So I guess this Wednesday is “Ash Wednesday” and is the beginning of Lent. I’ve never observed Ash Wednesday or Lent, although part of me responds to the idea of having one’s daily structure influenced by observations of things other than “credit card due” or “laundry day.” We are physical people, and I think that we sometimes respond well to physical reminders.
But I am finding my response to the idea of Lent is something along the lines of resentment, of missing the point.
I don’t think that’s really fair. I get the idea behind Lent–participate in sacrifice and taste and be reminded of what your Lord did on your behalf in His time on this earth. I get it.
But part of me wants to howl: don’t you make sacrifices every day? Don’t you, every day, do things you don’t want to do, and not do things you want to do?
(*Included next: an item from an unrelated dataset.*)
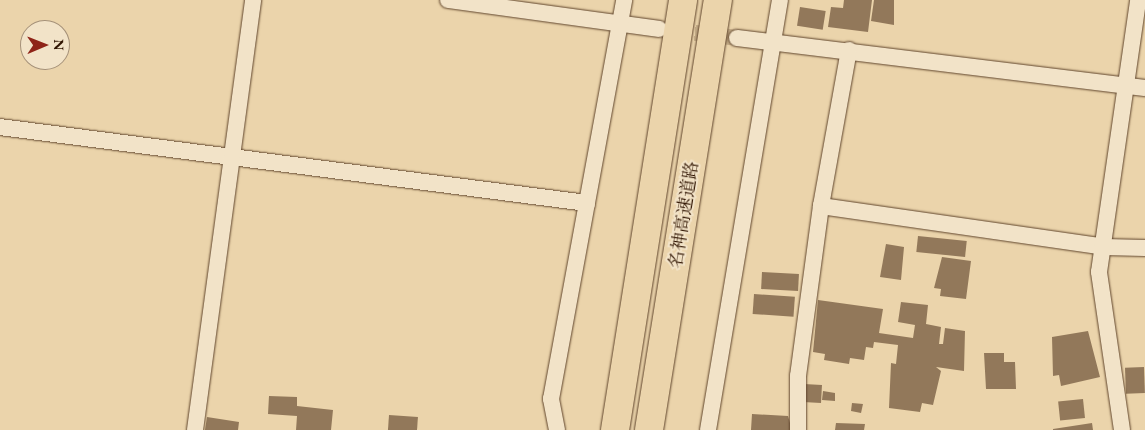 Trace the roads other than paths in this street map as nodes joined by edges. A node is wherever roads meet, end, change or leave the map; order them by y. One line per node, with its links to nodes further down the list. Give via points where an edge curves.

They say we’re in a first world country, so of course we have more to sacrifice. I know that. As long as we’re alive, we have something to sacrifice. But I am the one who burns out with shocking regularity. I am the one who is always being told I need to learn how to rest, how to do nothing, how to take care of myself. I am the one saying yes to helping my aunt, yes to helping my grandparents, yes to helping my brothers and my sisters, yes to helping my friends, yes to helping random classmates. . .and no to myself. No to the little things that I just want to do, because other things are “more important”.
And now I should embark in exercise of doing more of that?
What about the inverse? What about consciously taking part in the plenty, realizing with joy that the result of His sacrifice is that we don’t bear that burden. That we have been so graciously removed from that which we could not carry that our only response can be to rejoice in our freedom. Why not consciously partake of small pleasures that we normally deprive ourselves, remembering that the results of Christ’s sacrifice is abundance toward us?
What if we ate chocolate every day as a reminder of His faithful and constant provision? What if we purchased laundry service for the season of Lent, remembering how He bore our burdens and removed the labor from us? What if Lent was a time of rejoicing in the recognition of the sacrifice on our behalf and the rest enacted by that? What if Lent was more like the Jubilee, more like the Passover?
I suppose some would say, “That’s what Easter is for. Lent is a time of carrying crosses.”
But somehow, deep inside of me, I remain unconvinced. Maybe all of the burdens and sacrifices–all of them!–are buried in Christ. That all that remains for us is choir of praise, for our burdens are light. Maybe we need to think about what Christ was thinking–not the depth of the sacrifice, but the depth of love and obedience. Maybe when it says, “who, although He existed in the form of God, did not regard equality with God a thing to be grasped,“it means that Christ Himself did not fixate upon what He was losing, what He was giving up–but what He was gaining, and what joy He would be taking part in.
I guess I don’t understand this idea of self-inflicted sacrifice. Jesus followed the will of His father into many things–indeed, many things that we describe as sacrifice–it was just that: service to His father. Not self-inflicted deprivation. In fact, the pattern that I see Jesus leaving behind was one of feasting and enjoying Himself when everyone thought He ought be somber and reflective and stringent and practical and prudent and circumspect and observant.
In fact, you know what? I have very nearly talked myself into buying a big bag of dark chocolate and observing the season of Lent by delighting in all the things He has made possible–by His creation and by His sacrifice. And maybe taking a nice, long hot bath every week in commemoration of of how His labor means my rest, and that He delights to see me acknowledge His provision.
If you find it draws you closer to God to observe Lent in the traditional manner, by all means, do not let me stop you. We must all be faithful to what we have heard. But as you traverse the Web this week, with it’s many Ash Wednesday/Lenten posts–consider. With this joy set before us, how shall we imitate the Christ, the Anointed One of God?